◆ DIRECTIONS ◆
Nothing but the pictures should be left out when the entries below are duplicated.

◆ RECORDS PROVIDED ◆
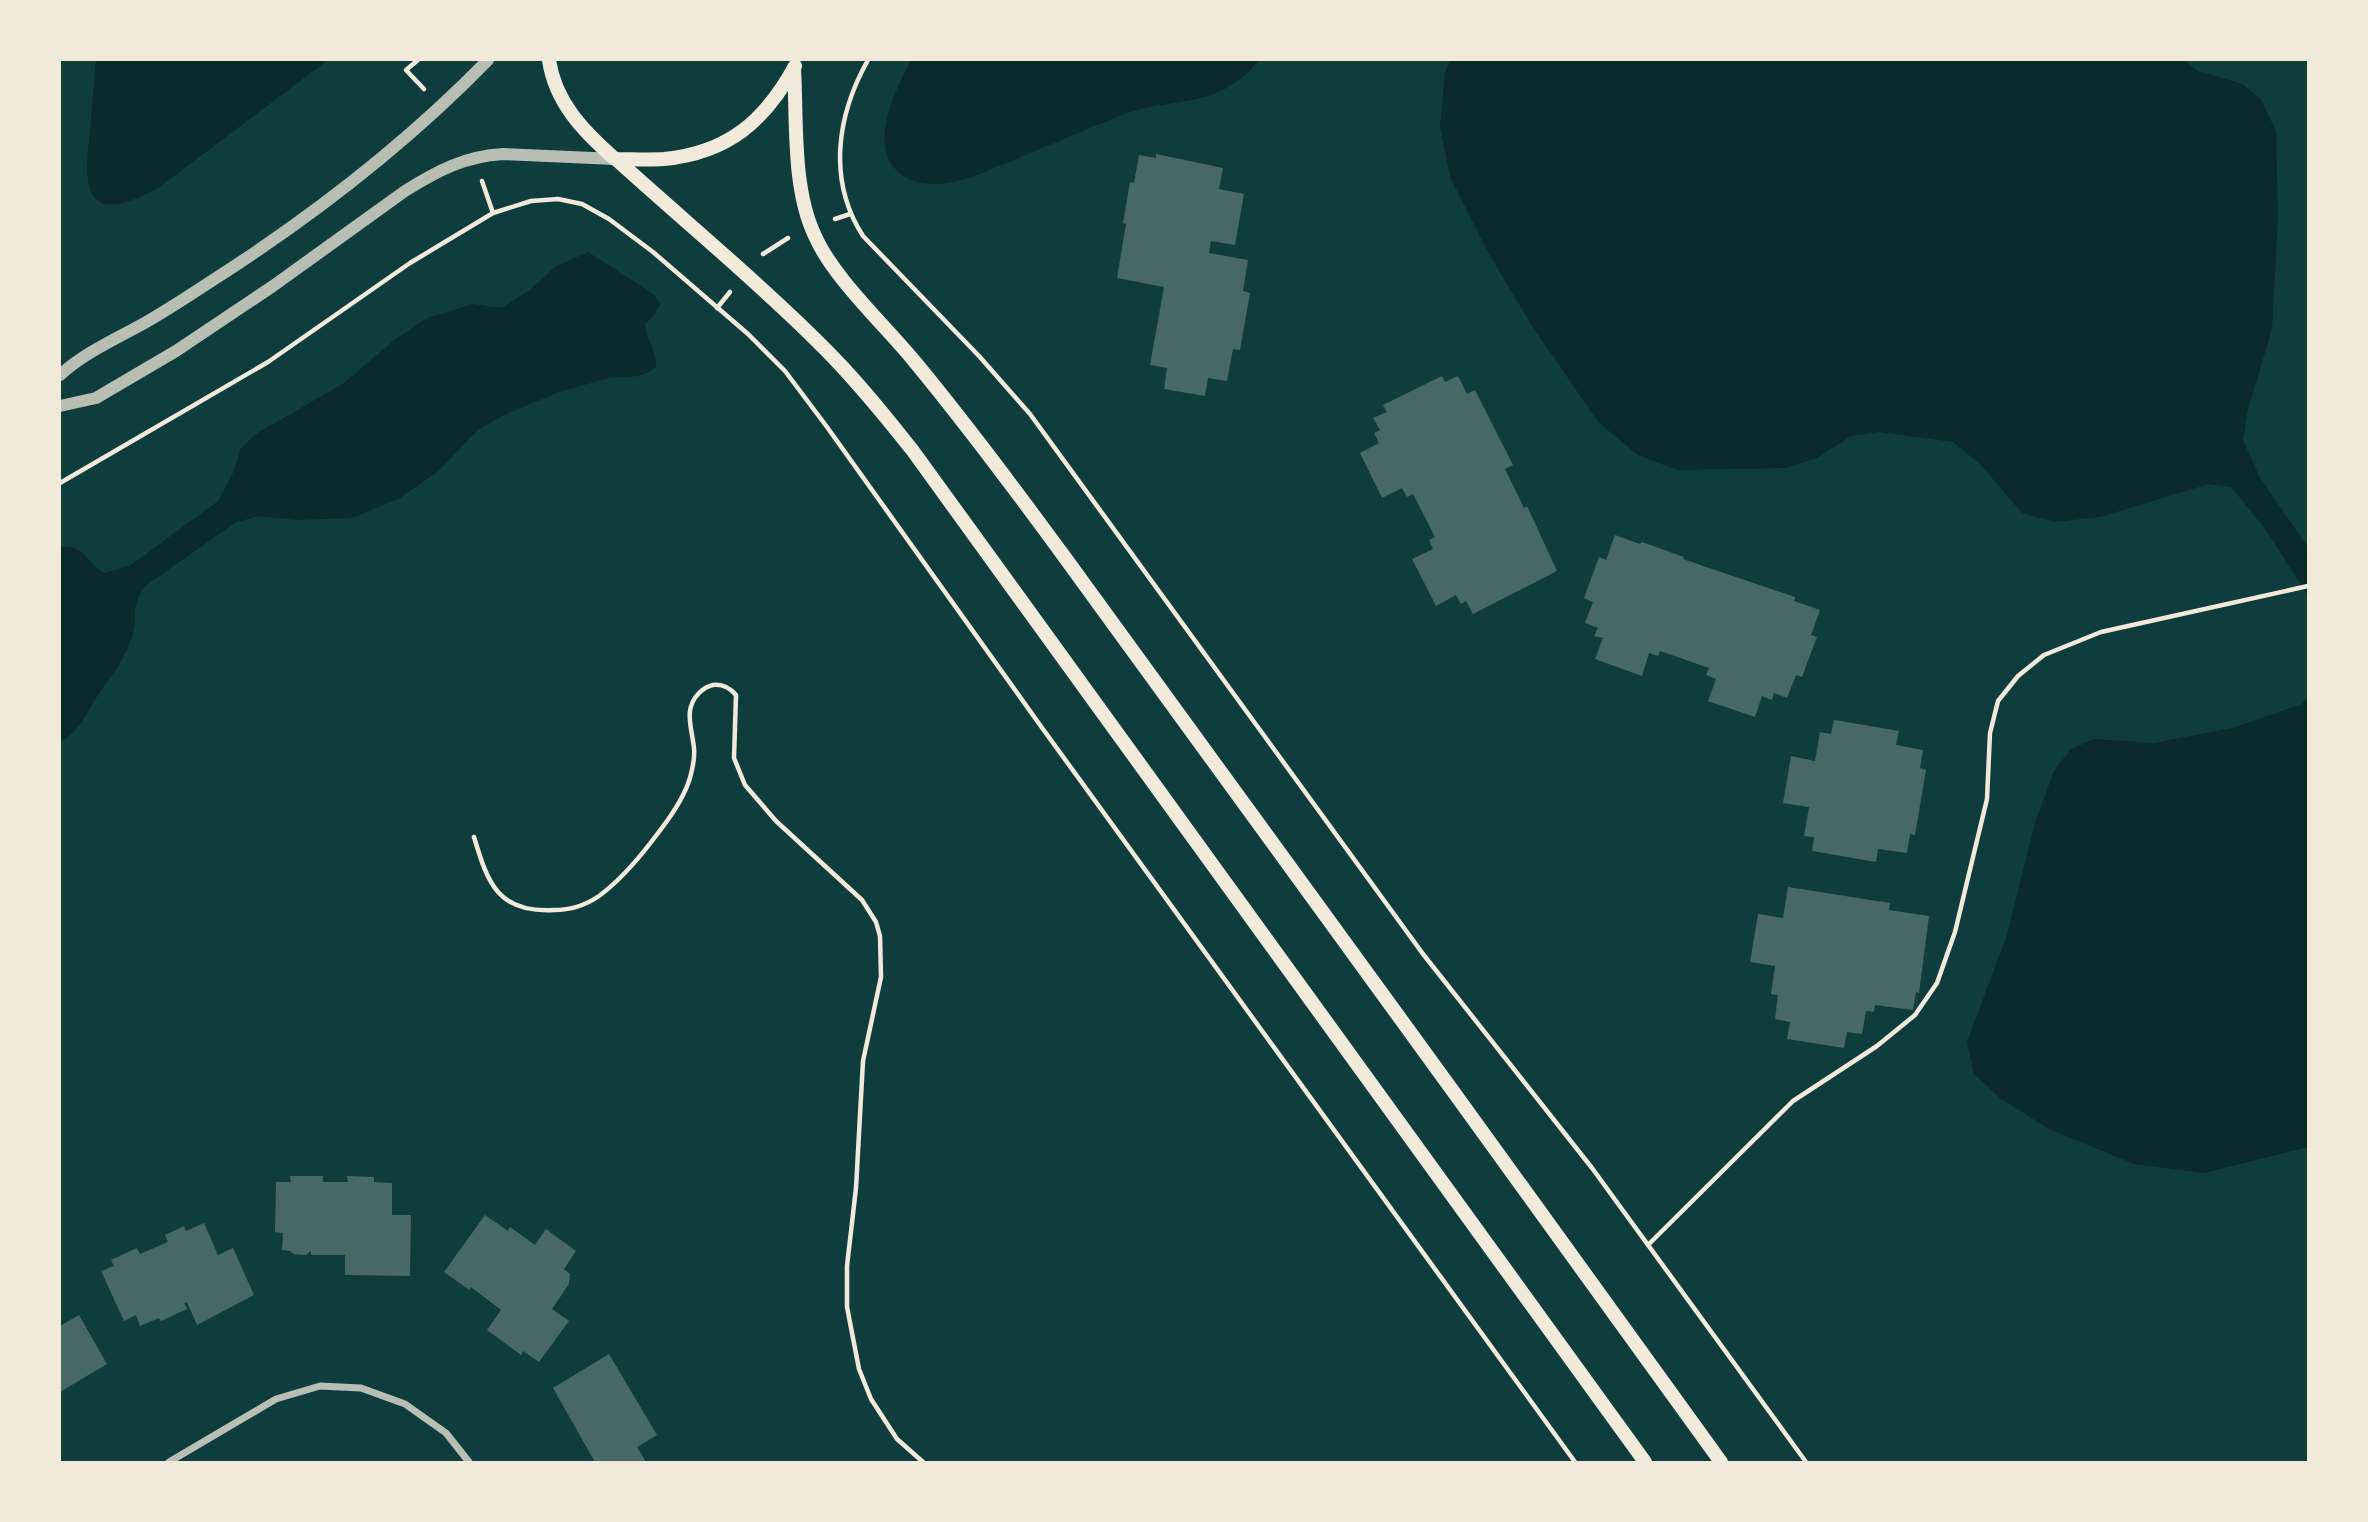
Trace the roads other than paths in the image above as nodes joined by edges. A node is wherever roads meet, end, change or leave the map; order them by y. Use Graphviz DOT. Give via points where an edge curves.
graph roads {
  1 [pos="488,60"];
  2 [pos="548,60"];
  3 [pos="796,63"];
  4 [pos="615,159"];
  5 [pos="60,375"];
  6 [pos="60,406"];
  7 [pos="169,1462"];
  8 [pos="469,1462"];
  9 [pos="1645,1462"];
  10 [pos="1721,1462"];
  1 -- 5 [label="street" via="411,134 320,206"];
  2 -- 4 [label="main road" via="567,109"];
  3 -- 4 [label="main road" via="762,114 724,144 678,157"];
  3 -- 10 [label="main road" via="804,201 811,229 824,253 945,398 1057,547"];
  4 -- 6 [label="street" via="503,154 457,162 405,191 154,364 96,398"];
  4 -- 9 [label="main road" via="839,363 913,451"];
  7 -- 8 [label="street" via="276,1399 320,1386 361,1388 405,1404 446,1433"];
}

◆ RESULT FOR THIS EXERCISE ◆
Trace the roads other than paths in the image above as nodes joined by edges. A node is wherever roads meet, end, change or leave the map; order them by y. Use Graphviz DOT. Give via points where an edge curves.
graph roads {
  1 [pos="488,60"];
  2 [pos="548,60"];
  3 [pos="796,63"];
  4 [pos="615,159"];
  5 [pos="60,375"];
  6 [pos="60,406"];
  7 [pos="169,1462"];
  8 [pos="469,1462"];
  9 [pos="1645,1462"];
  10 [pos="1721,1462"];
  1 -- 5 [label="street" via="411,134 320,206"];
  2 -- 4 [label="main road" via="567,109"];
  3 -- 4 [label="main road" via="762,114 724,144 678,157"];
  3 -- 10 [label="main road" via="804,201 811,229 824,253 945,398 1057,547"];
  4 -- 6 [label="street" via="503,154 457,162 405,191 154,364 96,398"];
  4 -- 9 [label="main road" via="839,363 913,451"];
  7 -- 8 [label="street" via="276,1399 320,1386 361,1388 405,1404 446,1433"];
}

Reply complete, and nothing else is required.